Merhaba sevgili okurlar. Havalar çok sıcak o yüzden ben eridim geçen gün. Sıvı halde yazıyorum bu yazıyı. Evet bildiğin hal değiştirip sıvı oldum ama hala blog yazabiliyorum. Allah'ın bir hikmeti işte bu da napiceksin.

*Şu anda ne yazacağım konusunda hiçbir fikrim yok sevgili okur arkadaşlarım. Normalde telefon taslağımda yer alan 70 80 kısa maddeden bir şeyler çıkartıp onun üzerinden yazı akıyordu. Ancak geçen gün nasıl olduysa birden telefonum koruduğu tüm mesajları taslakları falan silmeye kadar verdi ve bunu bana sormadan uyguladı. O an gerçekten çok sinirlendim ama teknolojinin bir azizliğine kurban gitmiştim sanırım. Kızacağım kimse de olmadığından normal hayatıma devam ederek portakal suyu falan içtim sanıyorum. Çok sıcaktı çünkü. Bu arada konu telefondaki mesajların silinmesinden havanın sıcaklığına nasıl geldi zerre fikrim yok. Edebiyat dünyasının içinde gerçekleşen akıl oyunları işte.

*Edebiyat dünyası yazın dünyası falan diye bikbikliyorum ama bu sektörle ilgili pek bir şey bilmiyorum sanırım. Yani eskiden yazarlar böyle gözlüklerini takıp daktilo başına oturup efendime söyliyim yazılarını yazıyorlarmış. Şimdi öyle değil tabi, daktilonun yerini laptop (leptap diye okunur) parşömen'in yerini ise word dosyaları aldı. Yazarlar yine gözlüklerini takıyorlardır muhtemelen ama olay daha bir teknolojik olmaya başladı.

*O değil de az evvel parşömen kelimesini bulmak için bir 4 dakika kadar duraksadım. Parmesan'dan başladım google bana 'barmen' kelimesini önerdi ancak sonunda aklıma geldi parşömen. Evet yazar olmam oldukça zor olabilir ama bu kafayla google dünya devi olduysa neden olmasın diyorum.

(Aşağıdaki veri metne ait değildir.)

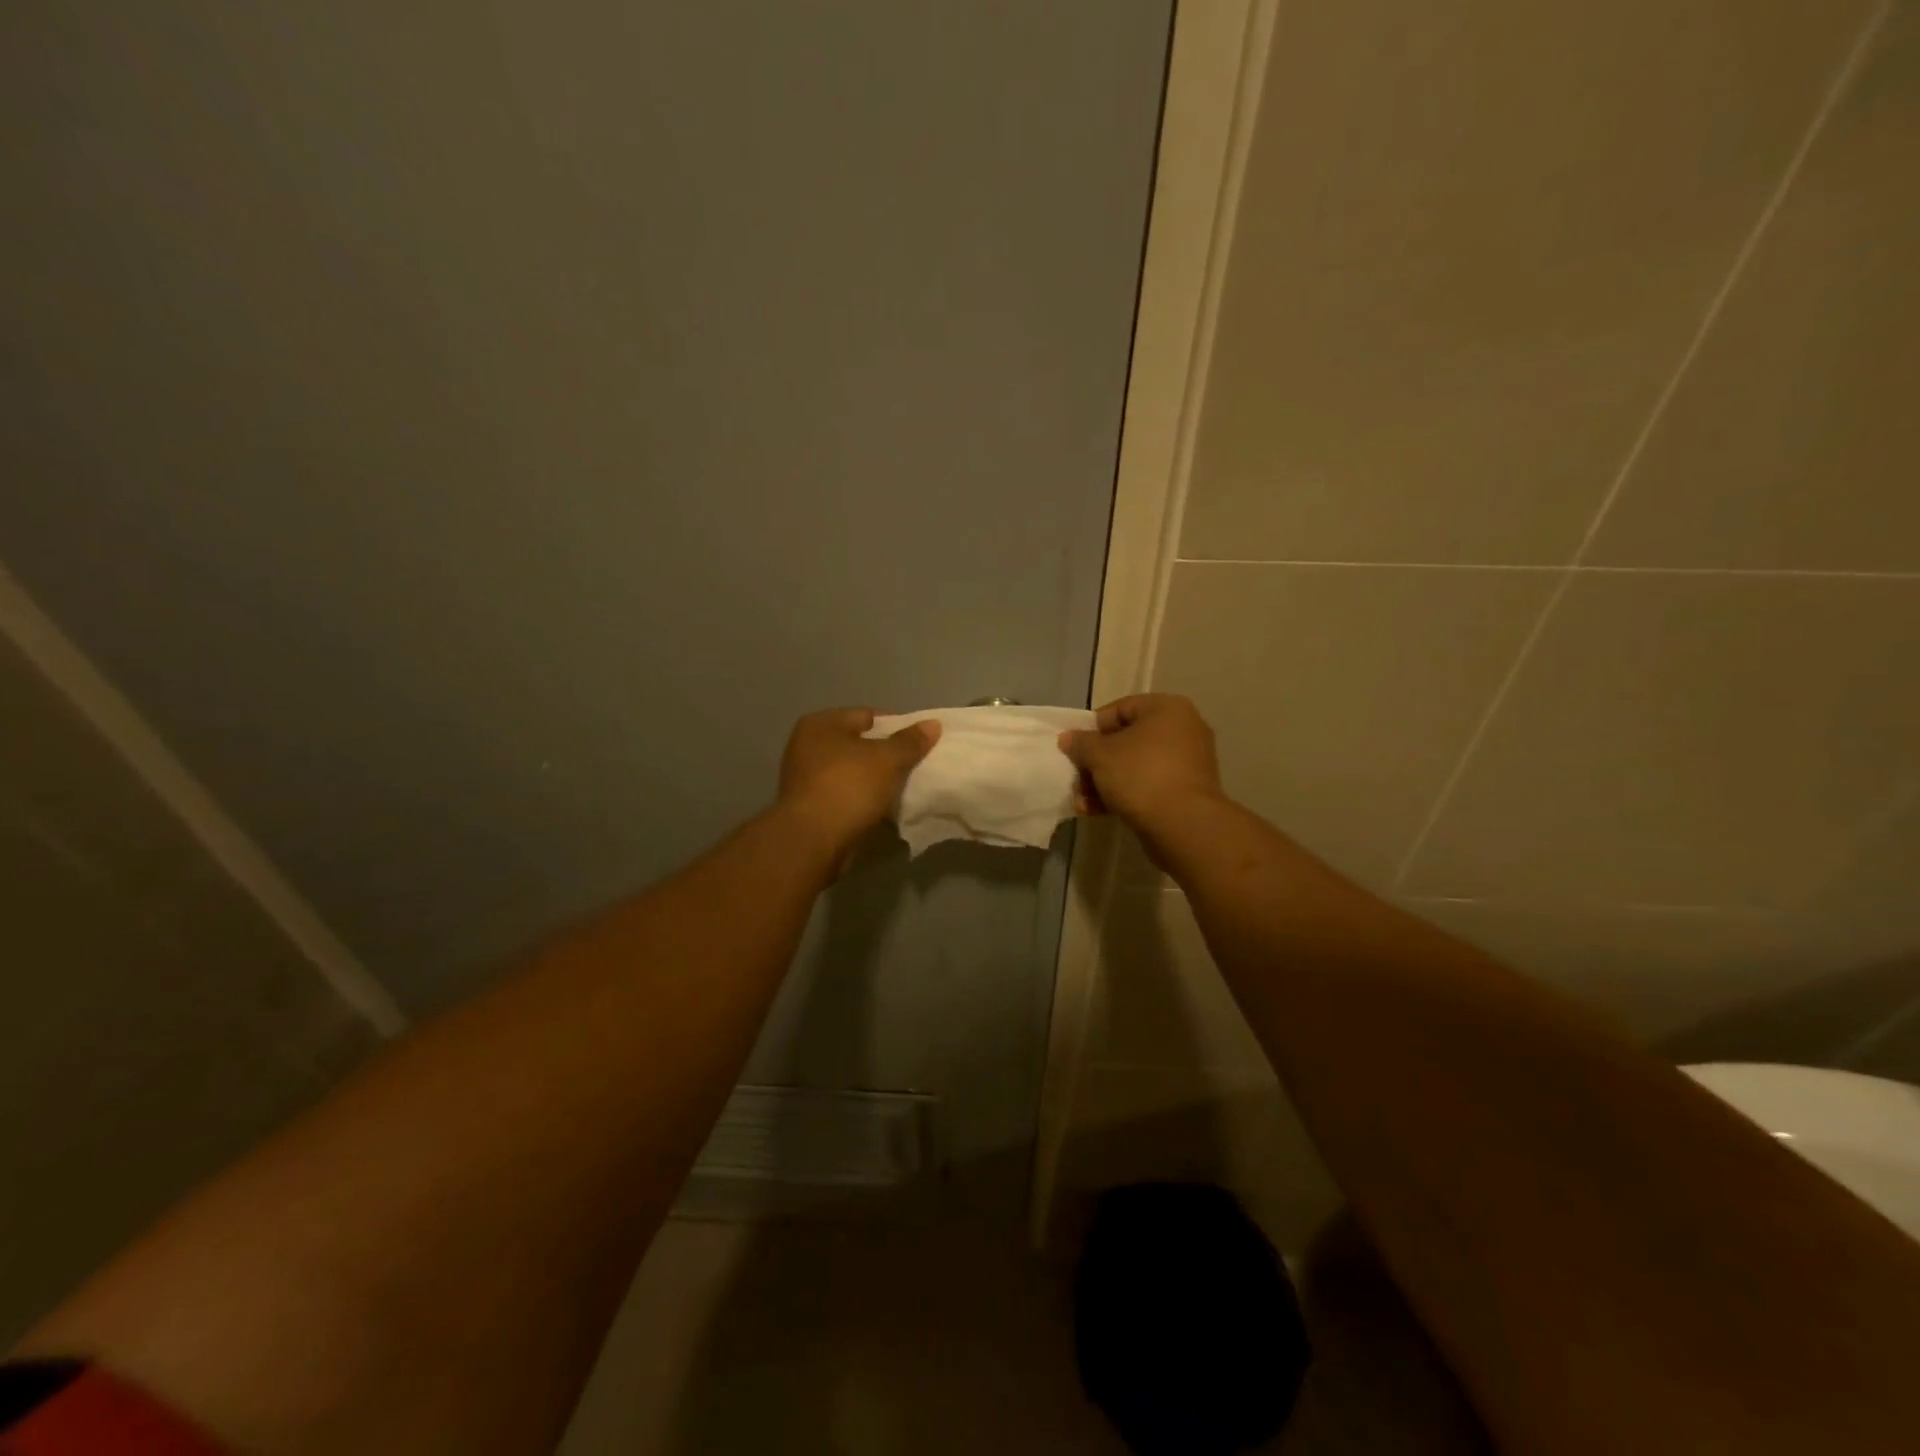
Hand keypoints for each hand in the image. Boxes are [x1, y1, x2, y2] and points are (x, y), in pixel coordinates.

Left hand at [776, 707, 939, 855]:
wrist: (813, 841)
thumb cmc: (848, 787)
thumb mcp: (887, 759)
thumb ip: (910, 741)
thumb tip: (933, 724)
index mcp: (821, 724)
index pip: (867, 716)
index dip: (897, 726)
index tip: (920, 743)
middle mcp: (807, 745)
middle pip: (859, 744)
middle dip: (886, 755)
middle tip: (914, 766)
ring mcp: (806, 778)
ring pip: (853, 772)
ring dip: (875, 780)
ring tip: (903, 789)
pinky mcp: (810, 806)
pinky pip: (845, 795)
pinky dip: (863, 800)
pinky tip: (883, 809)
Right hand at [1059, 694, 1225, 833]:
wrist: (1183, 824)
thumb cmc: (1141, 775)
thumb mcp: (1100, 755)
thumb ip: (1081, 743)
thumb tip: (1068, 738)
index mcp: (1167, 709)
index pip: (1120, 709)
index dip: (1092, 728)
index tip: (1075, 748)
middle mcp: (1182, 729)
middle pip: (1126, 740)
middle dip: (1096, 762)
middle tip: (1076, 778)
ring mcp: (1187, 762)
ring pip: (1135, 766)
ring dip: (1104, 782)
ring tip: (1081, 801)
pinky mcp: (1186, 791)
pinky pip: (1148, 785)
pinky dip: (1124, 794)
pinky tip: (1096, 811)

*Türkiye'deki Burger King veya Dominos gibi frençaysing mantığıyla çalışan şirketlerin (hayır frençaysingin de sülalesine kadar biliyorum dış ticaret okuyan bir insanım çünkü ama konumuz bu değil) arkada pizza hamuruna sosis koymaktan görevli ya da iki hamburger ekmeği arasına yeşillik yerleştiren elemanları böyle birden çok bağırmaya başlayıp amerikanvari hallere bürünüp 'TEŞEKKÜRLEEAAAR' 'ÇOK TEŞEKKÜRLER HÜSNÜ BEEEEY' gibi ekip çalışmasını teşvik edici adeta gaza getirici hareketler yapıyorlar. O çok komik görünüyor. At s.kinde kelebek diye bir şey var bildin mi? Heh o şimdi. Bak ağzımı bozdurdular.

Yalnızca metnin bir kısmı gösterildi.